Thanks for that, that's very useful info and important to know about. TBH, I stopped updating Nvidia drivers some time ago, because I was under wrong impression that 970, which I have, went into legacy status. Just now I checked again and saw that I was wrong about that. Thanks again 🙏
 
I'm not going to go the route of using UEFI on this computer. Enough users also use VT with BIOS, that it needs a solution.
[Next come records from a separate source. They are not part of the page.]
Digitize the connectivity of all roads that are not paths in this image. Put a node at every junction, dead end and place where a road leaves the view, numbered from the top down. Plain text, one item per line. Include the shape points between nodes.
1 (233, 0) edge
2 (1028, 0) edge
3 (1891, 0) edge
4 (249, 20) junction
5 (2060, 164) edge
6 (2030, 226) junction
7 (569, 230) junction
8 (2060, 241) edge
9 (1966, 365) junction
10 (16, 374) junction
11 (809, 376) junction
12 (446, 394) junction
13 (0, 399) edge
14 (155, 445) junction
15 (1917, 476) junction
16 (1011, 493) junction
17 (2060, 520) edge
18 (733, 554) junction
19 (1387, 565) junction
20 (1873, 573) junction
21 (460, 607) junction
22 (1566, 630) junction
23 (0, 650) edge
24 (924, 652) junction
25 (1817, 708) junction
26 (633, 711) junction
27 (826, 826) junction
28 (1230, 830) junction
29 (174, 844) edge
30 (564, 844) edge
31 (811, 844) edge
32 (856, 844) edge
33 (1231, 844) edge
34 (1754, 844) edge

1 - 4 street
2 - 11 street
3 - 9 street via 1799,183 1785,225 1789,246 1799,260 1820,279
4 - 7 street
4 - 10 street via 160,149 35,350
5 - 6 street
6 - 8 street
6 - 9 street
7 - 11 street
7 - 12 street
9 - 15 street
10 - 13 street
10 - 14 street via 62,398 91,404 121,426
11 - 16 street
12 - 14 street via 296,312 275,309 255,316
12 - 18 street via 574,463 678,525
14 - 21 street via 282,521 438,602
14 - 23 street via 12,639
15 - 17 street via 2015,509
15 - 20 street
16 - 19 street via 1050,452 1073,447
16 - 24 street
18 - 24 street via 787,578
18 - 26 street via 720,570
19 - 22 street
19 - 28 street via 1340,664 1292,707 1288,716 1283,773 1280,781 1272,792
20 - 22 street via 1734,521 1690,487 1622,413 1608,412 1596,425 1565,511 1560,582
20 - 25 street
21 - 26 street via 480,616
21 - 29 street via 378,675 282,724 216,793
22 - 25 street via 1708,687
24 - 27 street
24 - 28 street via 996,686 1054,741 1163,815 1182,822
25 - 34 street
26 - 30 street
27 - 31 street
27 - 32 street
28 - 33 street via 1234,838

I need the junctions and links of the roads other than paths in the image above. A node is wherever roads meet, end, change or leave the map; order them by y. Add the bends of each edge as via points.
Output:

It seems like some have overlooked, that settings from VT conflicted with xdm and xorg. When resolutions from VT were set, the error message only popped up when xdm/xorg were enabled. When xdm/xorg were enabled, the error message only popped up when resolution settings under VT were set. It was either or, that caused this. On the terminal console, the resolution needed to be the appropriate size and span for each monitor, in this case both monitors are intended to show the same (mirror) output on the terminal console. This is with FreeBSD 14.3, with drm-61-kmod. Previous kmod drm versions didn't have this problem. PR 288372

When XGA resolution (1024x768) was set for both xdm through xrandr and for vt, error messages came up, every time the xdm screen came on. Both monitors supported this resolution, and for the same refresh rate. Both of my monitors also supported 720p resolution (1280x720), but at slightly different refresh rates, and error messages occurred more frequently here.
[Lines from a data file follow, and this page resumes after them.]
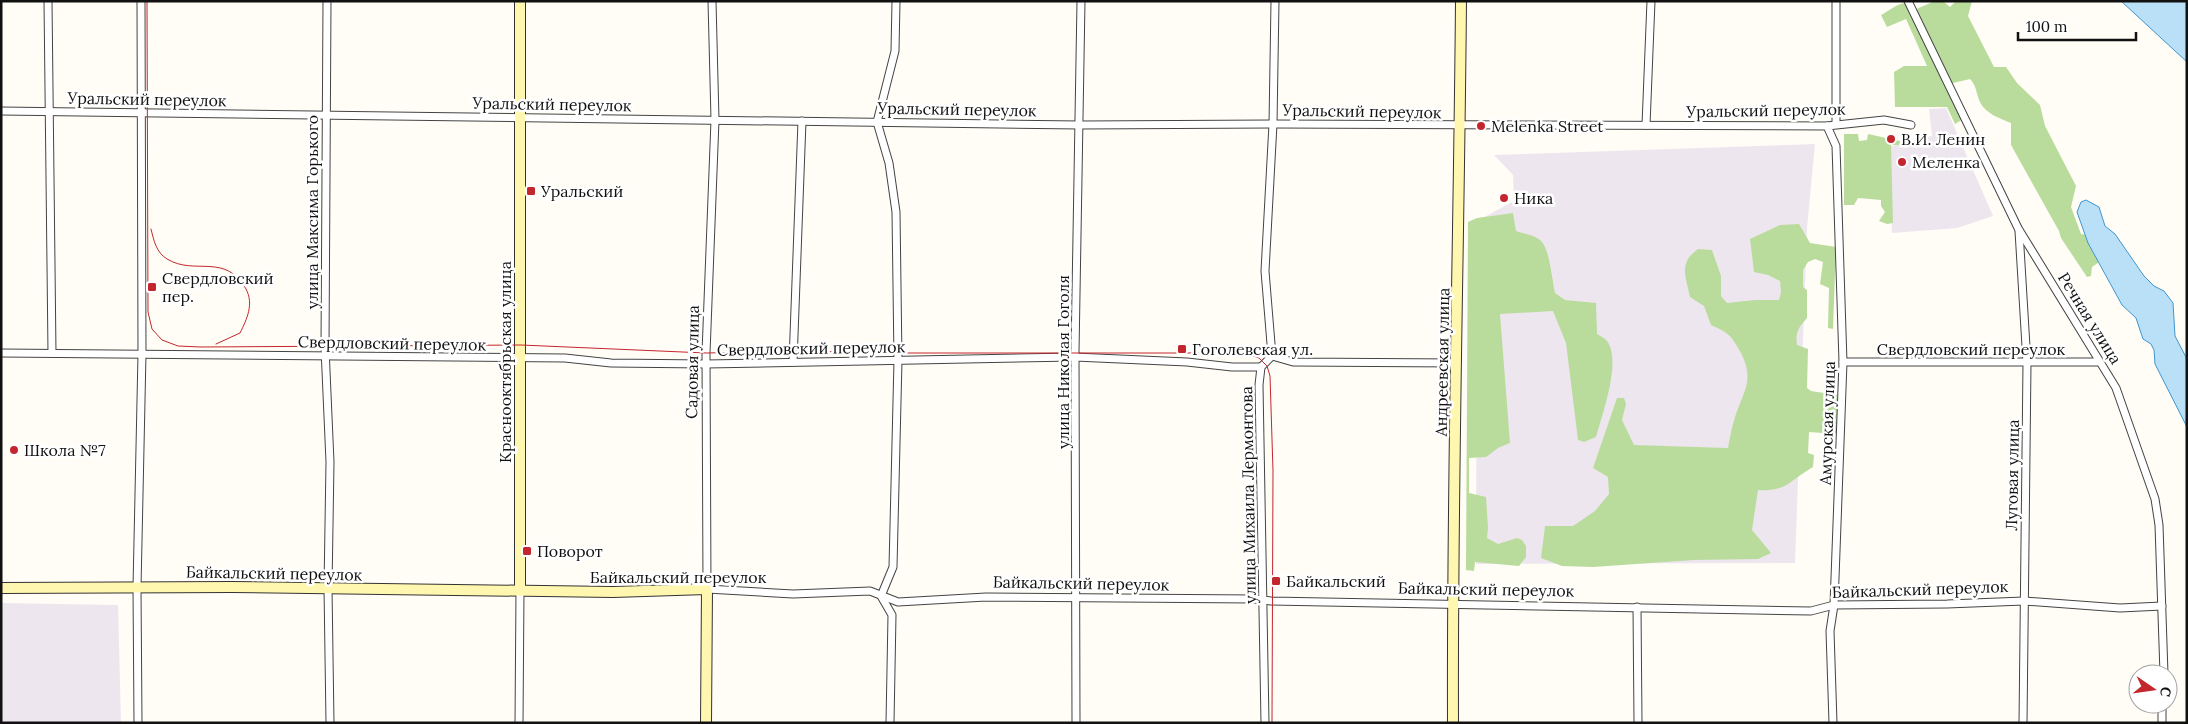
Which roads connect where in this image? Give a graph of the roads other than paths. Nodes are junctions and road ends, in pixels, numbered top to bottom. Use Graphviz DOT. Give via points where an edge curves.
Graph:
graph roads {
  1 [pos="48,1"];
  2 [pos="141,1"];
  3 [pos="327,1"];
  4 [pos="520,1"];
  5 [pos="712,1"];
  6 [pos="896,1"];
  7 [pos="1081,1"];
  8 [pos="1275,1"];
  9 [pos="1461,1"];
  10 [pos="1651,1"];
  11 [pos="1836,1"];
  12 [pos="1908,1"];
  13 [pos="1,111"];
  14 [pos="48,112"];
  15 [pos="141,112"];
  16 [pos="326,114"];
  17 [pos="520,117"];
  18 [pos="715,120"];
  19 [pos="802,121"];
  20 [pos="878,122"];
  21 [pos="1273,124"];
  22 [pos="1836,124"];
  23 [pos="1080,125"];
  24 [pos="1460,125"];
  25 [pos="1911,125"];
  26 [pos="1646,126"];
  27 [pos="1827,126"];
  28 [pos="2018,228"];
  29 [pos="1,353"];
  30 [pos="52,353"];
  31 [pos="142,354"];
  32 [pos="326,356"];
  33 [pos="1272,356"];
  34 [pos="1075,357"];
  35 [pos="520,358"];
  36 [pos="898,360"];
  37 [pos="793,362"];
  38 [pos="1843,362"];
  39 [pos="2099,362"];
  40 [pos="1457,363"];
  41 [pos="2028,363"];
  42 [pos="706,364"];
  43 [pos="1262,367"];
  44 [pos="1,588"];
  45 [pos="137,588"];
  46 [pos="328,588"];
  47 [pos="707,589"];
  48 [pos="520,590"];
  49 [pos="881,596"];
  50 [pos="1076,598"];
  51 [pos="1263,601"];
  52 [pos="2024,601"];
  53 [pos="1452,605"];
  54 [pos="1834,605"];
  55 [pos="2162,606"];
  56 [pos="1637,607"];
  57 [pos="2164,664"];
  58 [pos="138,723"];
  59 [pos="330,723"];
  60 [pos="519,723"];
  61 [pos="706,723"];
  62 [pos="890,723"];
  63 [pos="1076,723"];
  64 [pos="1265,723"];
  65 [pos="1453,723"];
  66 [pos="1638,723"];
  67 [pos="1832,723"];
  68 [pos="2024,723"];
  1 -- 14 [label="street"];
  2 -- 15 [label="street"];
  3 -- 16 [label="street, улица Максима Горького"];
  4 -- 17 [label="main road, Краснооктябрьская улица"];
  5 -- 18 [label="street, Садовая улица"];
  6 -- 20 [label="street" via="895,50"];
  7 -- 23 [label="street, улица Николая Гоголя"];
  8 -- 21 [label="street"];
  9 -- 24 [label="main road, Андреевская улица"];
  10 -- 26 [label="street"];
  11 -- 22 [label="street"];
  12 -- 28 [label="street, Речная улица"];
  13 -- 14 [label="street, Уральский переулок"];
  14 -- 15 [label="street, Уральский переулок"];
  14 -- 30 [label="street"];
  15 -- 16 [label="street, Уральский переулок"];
  15 -- 31 [label="street"];
  16 -- 17 [label="street, Уральский переулок"];
  16 -- 32 [label="street, улица Максима Горького"];
  17 -- 18 [label="street, Уральский переулок"];
  17 -- 35 [label="main road, Краснооктябрьская улица"];
  18 -- 19 [label="street, Уральский переулок"];
  18 -- 42 [label="street, Садовая улица"];
  19 -- 20 [label="street, Уральский переулок"];
  19 -- 37 [label="street"];
  20 -- 23 [label="street, Уральский переулок"];
  20 -- 36 [label="street" via="889,162 896,212"];
  21 -- 23 [label="street, Уральский переулок"];
  21 -- 24 [label="street, Уральский переулок"];
  21 -- 33 [label="street" via="1265,271"];
  22 -- 25 [label="street, Уральский переулок" via="1884,120"];
  22 -- 27 [label="street, Уральский переулок"];
  23 -- 34 [label="street, улица Николая Гоголя"];
  24 -- 26 [label="street, Уральский переулок"];
  24 -- 40 [label="main road, Андреевская улица"];
  26 -- 27 [label="street, Уральский переулок"];
  27 -- 38 [label="street, Амурская улица" via="1836,146"];
  28 -- 39 [label="street, Речная улица"];
  28 -- 41 [label="street, Луговая улица"];
  29 -- 30 [label="street, Свердловский переулок"];
  30 -- 31 [label="street, Свердловский переулок"];
  31 -- 32 [label="street, Свердловский переулок"];
  31 -- 45 [label="street"];
  32 -- 35 [label="street, Свердловский переулок"];
  32 -- 46 [label="street, улица Максима Горького" via="330,462"];
  33 -- 40 [label="street" via="1293,362"];
  33 -- 43 [label="street, улица Михаила Лермонтова"];
  34 -- 36 [label="street, Свердловский переулок"];
  34 -- 43 [label="street, Свердловский переулок" via="1187,362 1232,368"];
  34 -- 50 [label="street, улица Николая Гоголя"];
  35 -- 42 [label="street, Свердловский переулок"];
  35 -- 48 [label="main road, Краснооктябрьская улица"];
  36 -- 37 [label="street, Свердловский переулок"];
  36 -- 49 [label="street" via="893,567"];
  37 -- 42 [label="street, Свердловский переулок"];
  38 -- 41 [label="street, Свердловский переулок"];
  38 -- 54 [label="street, Амурская улица"];
  39 -- 41 [label="street, Свердловский переулок"];
  39 -- 55 [label="street, Речная улица" via="2116,388 2155,499"];
  40 -- 53 [label="main road, Андреевская улица"];
  41 -- 52 [label="street, Луговая улица"];
  42 -- 47 [label="street, Садовая улица"];
  43 -- 51 [label="street, улица Михаила Лермонтова" via="1259,385"];
  44 -- 45 [label="main road, Байкальский переулок"];
  45 -- 46 [label="main road, Байкальский переулок"];
  45 -- 58 [label="street"];
  46 -- 48 [label="main road, Байкальский переулок"];
  46 -- 59 [label="street, улица Максима Горького"];
  47 -- 48 [label="main road, Байкальский переулок"];
  47 -- 49 [label="street, Байкальский переулок" via="793,594 870,591"];
  47 -- 61 [label="main road, Садовая улица"];
  48 -- 60 [label="street, Краснооктябрьская улица"];
  49 -- 50 [label="street, Байкальский переулок" via="898,602 986,597"];
  49 -- 62 [label="street" via="892,615"];
  50 -- 51 [label="street, Байкальский переулок"];
  50 -- 63 [label="street, улица Николая Гоголя"];
  51 -- 53 [label="street, Байкальский переулок"];
  51 -- 64 [label="street, улица Михаила Лермонтова"];
  52 -- 54 [label="street, Байкальский переулок"];
  52 -- 55 [label="street, Байкальский переулок" via="2120,608"];
  52 -- 68 [label="street, Луговая улица"];
  53 -- 56 [label="street, Байкальский переулок"];
  53 -- 65 [label="main road, Андреевская улица"];
  54 -- 56 [label="street, Байкальский переулок" via="1811,611"];
  54 -- 67 [label="street, Амурская улица" via="1830,631"];
  55 -- 57 [label="street, Речная улица"];
  56 -- 66 [label="street"];
}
PR 288373, for setting individual monitor resolutions in VT for BIOS isn't working.

I wanted both monitors to have an acceptable resolution for use in terminal console mode, so that both had the same output in sizes that matched the monitors. On the larger monitor, the default setting would have the display fill 3/4 of the screen and has a tiny resolution compared to the monitor: PR 288397. It would make sense that the text size is the same across both monitors, however, two monitors are used to mirror each other, and one isn't to carry the left over of text, and multihead isn't available in terminal console. Setting the larger mentioned resolutions gave the previously mentioned error message.

Maybe adding a configuration file under xorg.conf.d would work, but I've never been successful setting xorg.conf, and other ways always worked before when that file was ignored or broke things.

For now, I won't set the resolution in loader.conf through vt, so I can bypass the error message and any potential problems surrounding it. Those bug fixes may take a while. I'll use two X server sessions, one with x11-wm/fswm with terminal emulators to do what I used to do on the terminal console. I'll mainly use the terminal console for emergencies for now.